I tried a couple of these, and it says it's sending mail to me, but there is nothing in the log...
Ah wait, here's something in the log: postfix got munged when an updated mailman rpm was loaded on the box. But it should have still queued the message.
I'll see if anything goes down today. Probably will... -----Original Message----- From: Henrik Stoerner [mailto:henrik at hswn.dk] Sent: Sunday, March 20, 2005 7:23 AM To: hobbit at hswn.dk Subject: Re: [hobbit] alerts still not alerting
On Sat, Mar 19, 2005 at 10:33:09AM -0600, Daniel J McDonald wrote:
I'm still flummoxed by hobbit-alerts. I'm certain I broke something, because I am not getting any alerts from the box.

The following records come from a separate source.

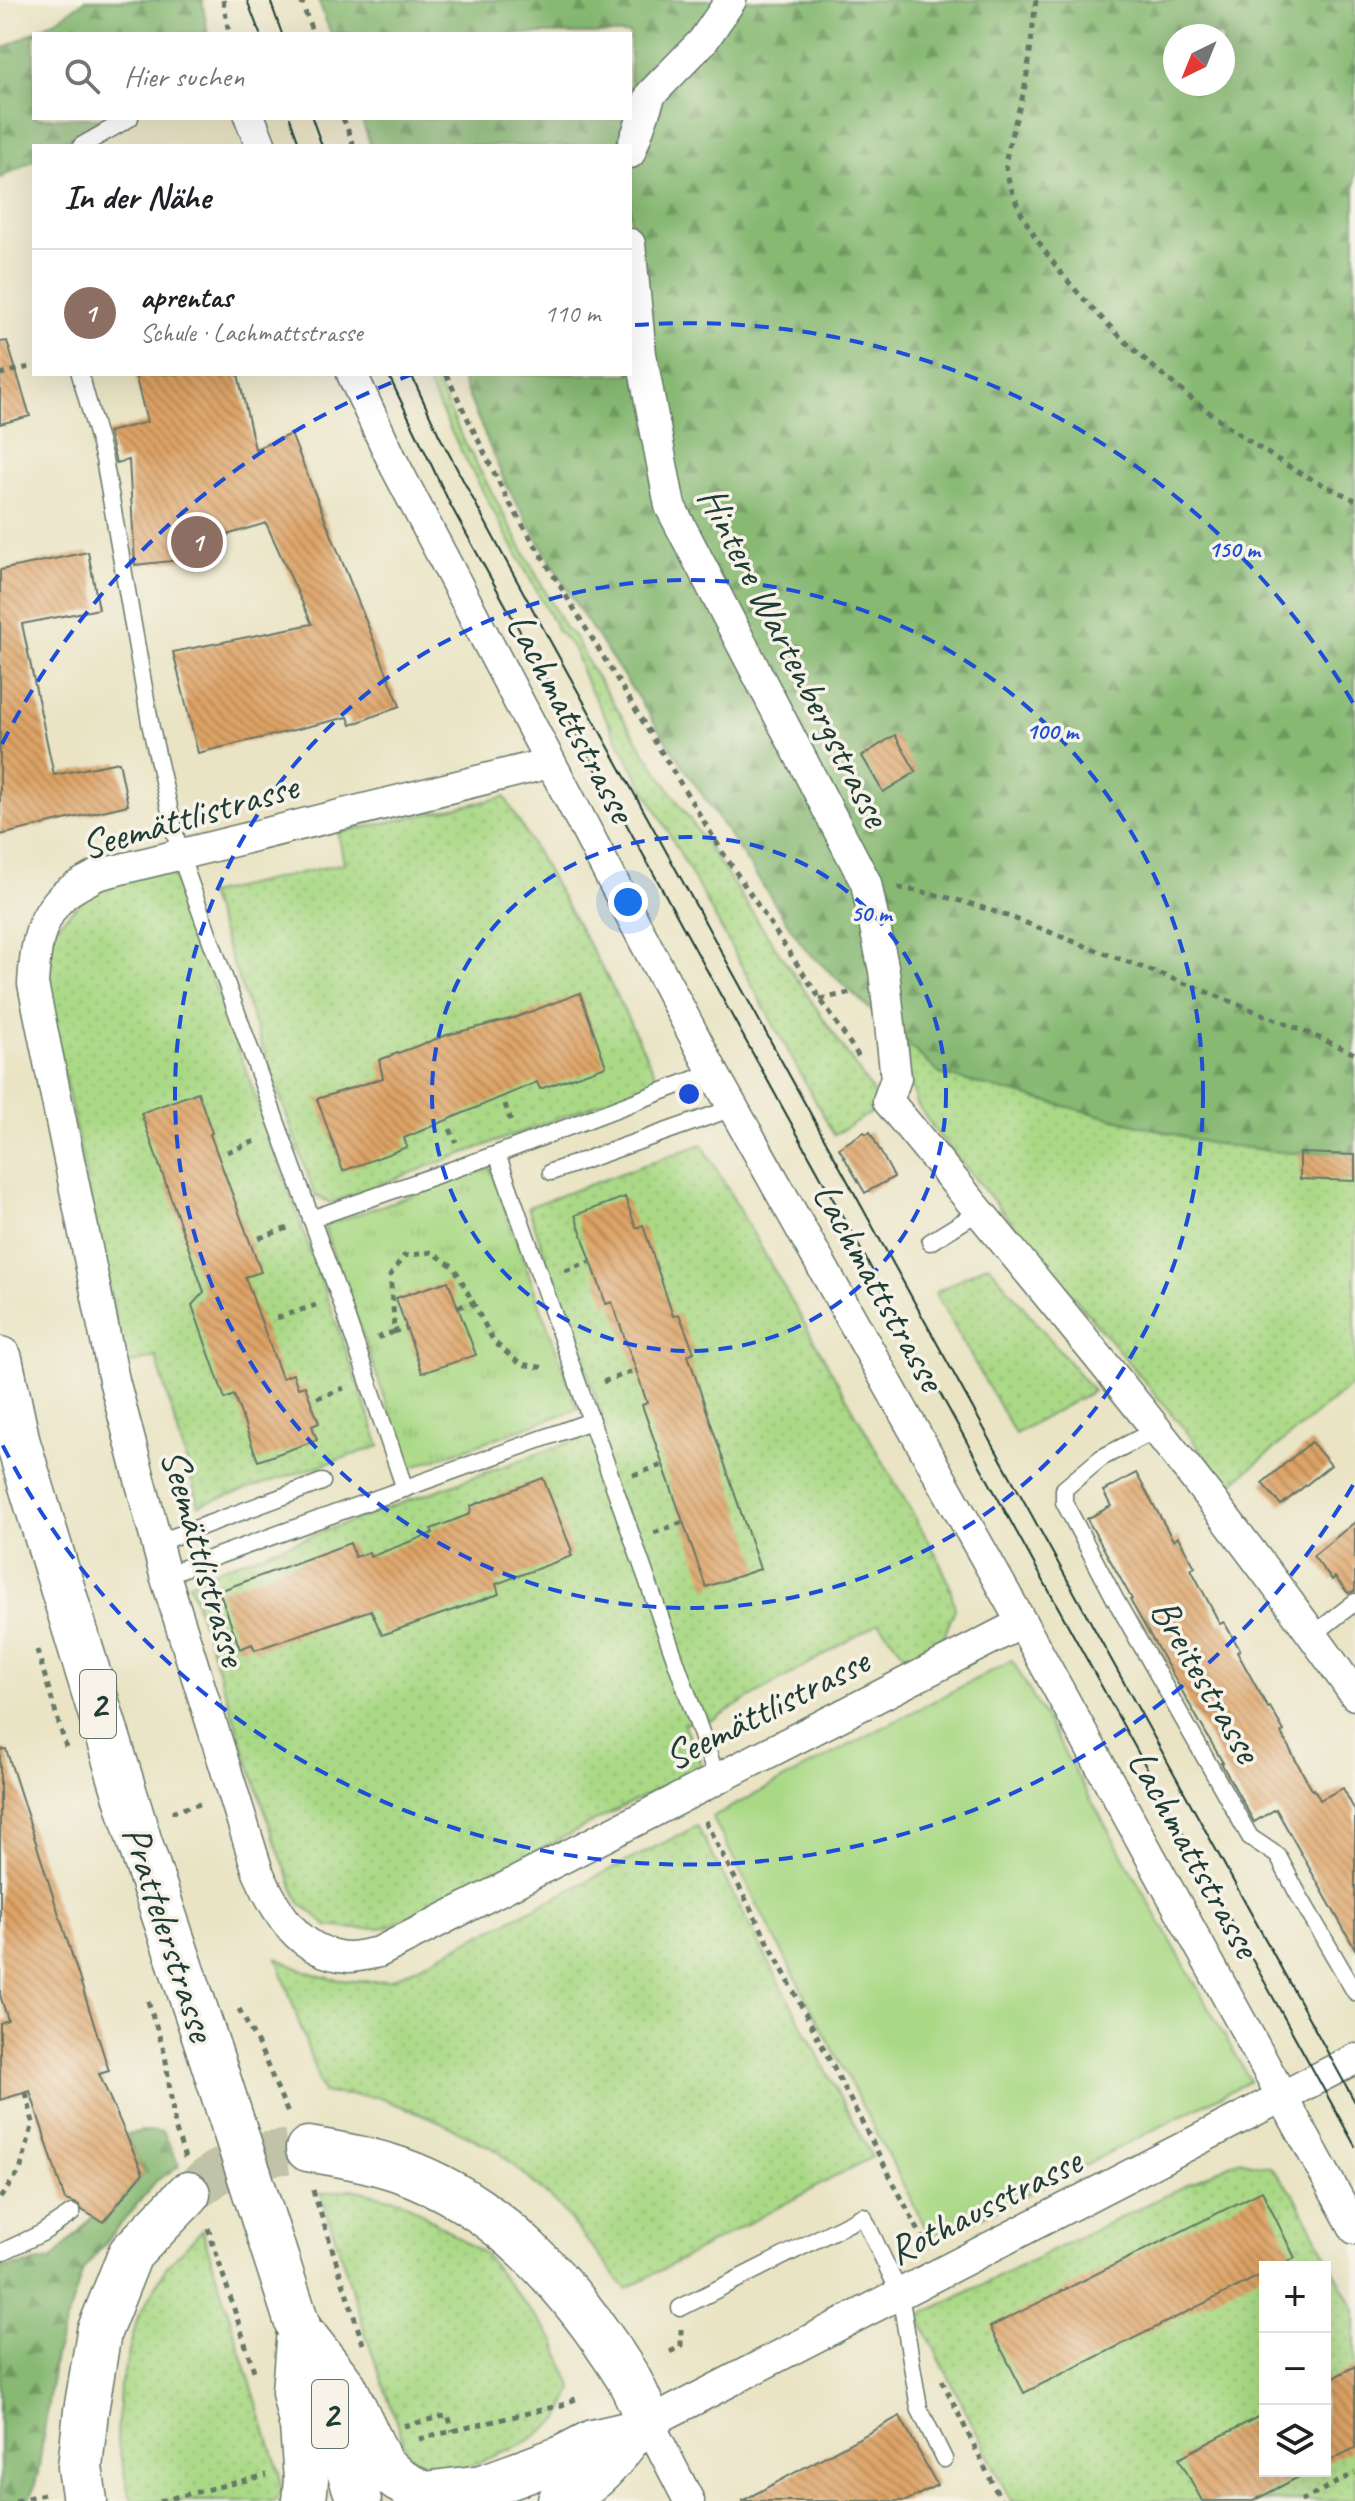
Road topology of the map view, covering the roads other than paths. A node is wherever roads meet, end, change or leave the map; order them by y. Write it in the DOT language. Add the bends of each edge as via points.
graph roads {
  1 [pos="731,0"];
  2 [pos="126,120"];
  3 [pos="251,120"];
  4 [pos="84,144"];
  5 [pos="260,144"];
  6 [pos="632,147"];
  7 [pos="632,264"];
  8 [pos="81,376"];
  9 [pos="353,376"];
  10 [pos="550,763"];
  11 [pos="180,855"];
  12 [pos="713,1072"];
  13 [pos="733,1108"];
  14 [pos="497,1154"];
  15 [pos="551,1172"];
  16 [pos="980,1211"];
  17 [pos="311,1219"];
  18 [pos="930,1242"];
  19 [pos="0,1359"];
  20 [pos="591,1421"];
  21 [pos="1157,1429"];
  22 [pos="322,1482"];
  23 [pos="405,1489"];
  24 [pos="157,1543"];
  25 [pos="165,1575"];
  26 [pos="1355,1602"];
  27 [pos="1022,1623"];
  28 [pos="1313,1635"];
  29 [pos="1355,1695"];
  30 [pos="717,1778"];
  31 [pos="1355,1992"];
  32 [pos="1355,2059"];
  33 [pos="1284,2096"];
  34 [pos="303,2150"];
  35 [pos="194,2194"];
  36 [pos="72,2213"];
  37 [pos="1355,2229"];
  38 [pos="0,2253"];
  39 [pos="900,2294"];
  40 [pos="680,2308"];
  41 [pos="299,2329"];
  42 [pos="640,2428"];
  43 [pos="944,2459"];
  44 [pos="292,2486"];
  45 [pos="71,2496"];
  46 [pos="359,2501"];
  47 [pos="560,2501"];
  48 [pos="689,2501"];
  1 -- 6 [label="street" via="703,41 651,94"];
  2 -- 4 [label="lane"];
  3 -- 5 [label="street"];
  7 -- 16 [label="street, Hintere Wartenbergstrasse" via="641,354 670,506 866,883 884,971 896,1078 888,1101"];
  8 -- 11 [label="lane" via="104,459 151,728"];
  9 -- 10 [label="street, Lachmattstrasse"];
  10 -- 11 [label="street, Seemättlistrasse"];
  10 -- 12 [label="street, Lachmattstrasse"];
  11 -- 17 [label="lane"];
  11 -- 24 [label="street, Seemättlistrasse" via="97,875 65,894 44,921 35,949 33,984 114,1380"];
  12 -- 13 [label="street, Lachmattstrasse"];
  12 -- 14 [label="lane"];
  13 -- 15 [label="lane"];
  13 -- 27 [label="street, Lachmattstrasse"];
  14 -- 17 [label="lane"];
  14 -- 20 [label="lane"];
  16 -- 18 [label="lane"];
  16 -- 21 [label="street"];
  17 -- 23 [label="lane"];
  19 -- 41 [label="main road, Prattelerstrasse / 2, bridge" via="18,1443 140,1843"];
  20 -- 23 [label="lane"];
  20 -- 30 [label="lane"];
  21 -- 28 [label="street"];
  21 -- 31 [label="lane, Breitestrasse" via="1101,1458 1064,1489 1064,1502 1250,1837 1278,1856"];
  22 -- 24 [label="lane"];
  23 -- 25 [label="lane"];
  24 -- 25 [label="street, Seemättlistrasse"];
  25 -- 30 [label="street, Seemättlistrasse" via="258,1872 275,1909 319,1950 349,1957 379,1952"];
  26 -- 28 [label="lane"];
  27 -- 30 [label="street, Seemättlistrasse"];
  27 -- 33 [label="street, Lachmattstrasse"];
  28 -- 29 [label="street"];
  32 -- 33 [label="street, Rothausstrasse"];
  33 -- 37 [label="street, Lachmattstrasse"];
  33 -- 39 [label="street, Rothausstrasse"];
  34 -- 42 [label="main road" via="399,2169 451,2193 505,2228 564,2287 627,2375"];
  35 -- 45 [label="main road" via="130,2254 99,2332"];
  36 -- 38 [label="lane"];
  39 -- 40 [label="lane" via="863,2216"];
  39 -- 42 [label="street, Rothausstrasse"];
  39 -- 43 [label="lane" via="919,2408"];
  41 -- 42 [label="main road" via="345,2388 381,2464 424,2494 483,2487"];
  41 -- 44 [label="main road" via="294,2392 306,2480"];
  41 -- 46 [label="main road, Prattelerstrasse / 2"];
  42 -- 47 [label="main road" via="605,2470"];
  42 -- 48 [label="street"];
}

It's probably a config error ...
The only logs in /var/log/hobbit/page.log are 2005-03-11 07:49:30 Tried to down BOARDBUSY: Invalid argument 2005-03-14 17:24:21 Tried to down BOARDBUSY: Invalid argument
These are harmless, and often occur when Hobbit is shutdown or restarted.

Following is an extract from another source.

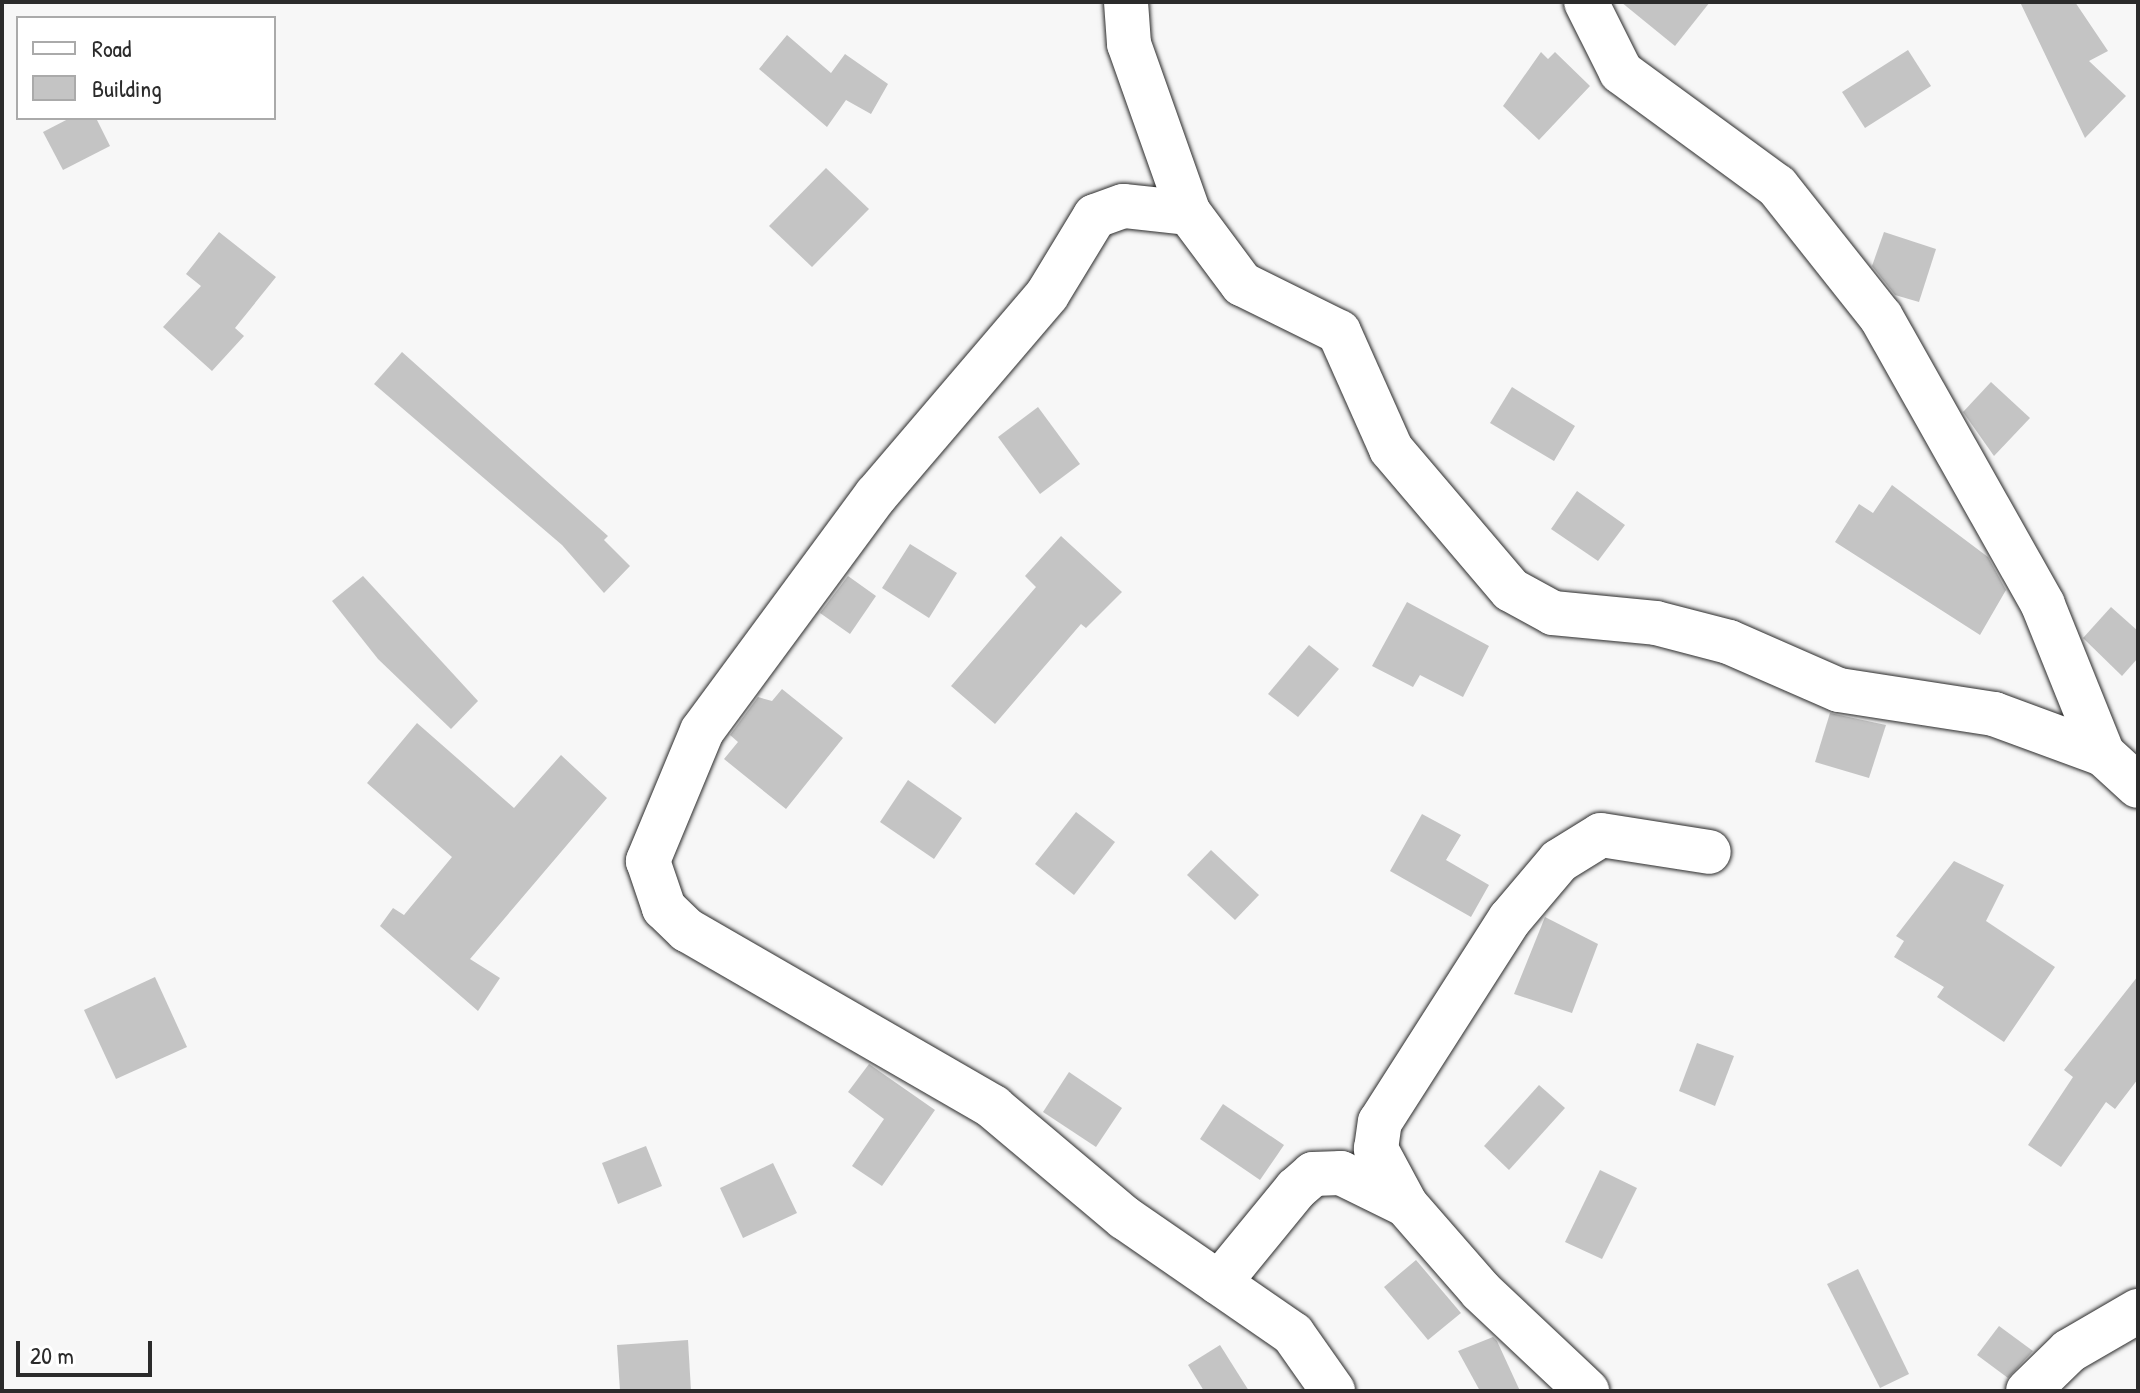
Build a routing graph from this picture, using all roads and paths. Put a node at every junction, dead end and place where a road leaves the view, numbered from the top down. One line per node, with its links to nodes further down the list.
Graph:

I see a couple of those in the hobbitlaunch.log file as well, I also see the following error: 2005-03-19 10:14:21 Task bbdisplay started with PID 7417 2005-03-19 10:14:21 Task bbretest started with PID 7418 2005-03-19 10:14:29 Our child has failed and will not talk to us 2005-03-19 10:14:36 Our child has failed and will not talk to us
That's a first - and you're right it should be more detailed in the error-message. I've fixed that. But it generally means that one of the hobbitd helper tasks has stopped responding.
Here is a sample host that is not paging. The info page lists: Service Recipient 1st Delay Stop after Repeat Time of Day Colors conn dan.mcdonald at austinenergy.com (R) 30m - 5d - red telnet dan.mcdonald at austinenergy.com (R) 30m - 5d - red
Both telnet and conn have been down on this host for over two hours.
The salient rule is: HOST=%. MAIL=dan.mcdonald at austinenergy.com REPEAT=140h DURATION>30m RECOVERED COLOR="red" UNMATCHED
Your "HOST=" is wrong - it will only match hostnames with exactly one letter (do you really have a host named "a" ?) - if you want to match all hosts, then it's "HOST=%.*" or the simple form "HOST=*"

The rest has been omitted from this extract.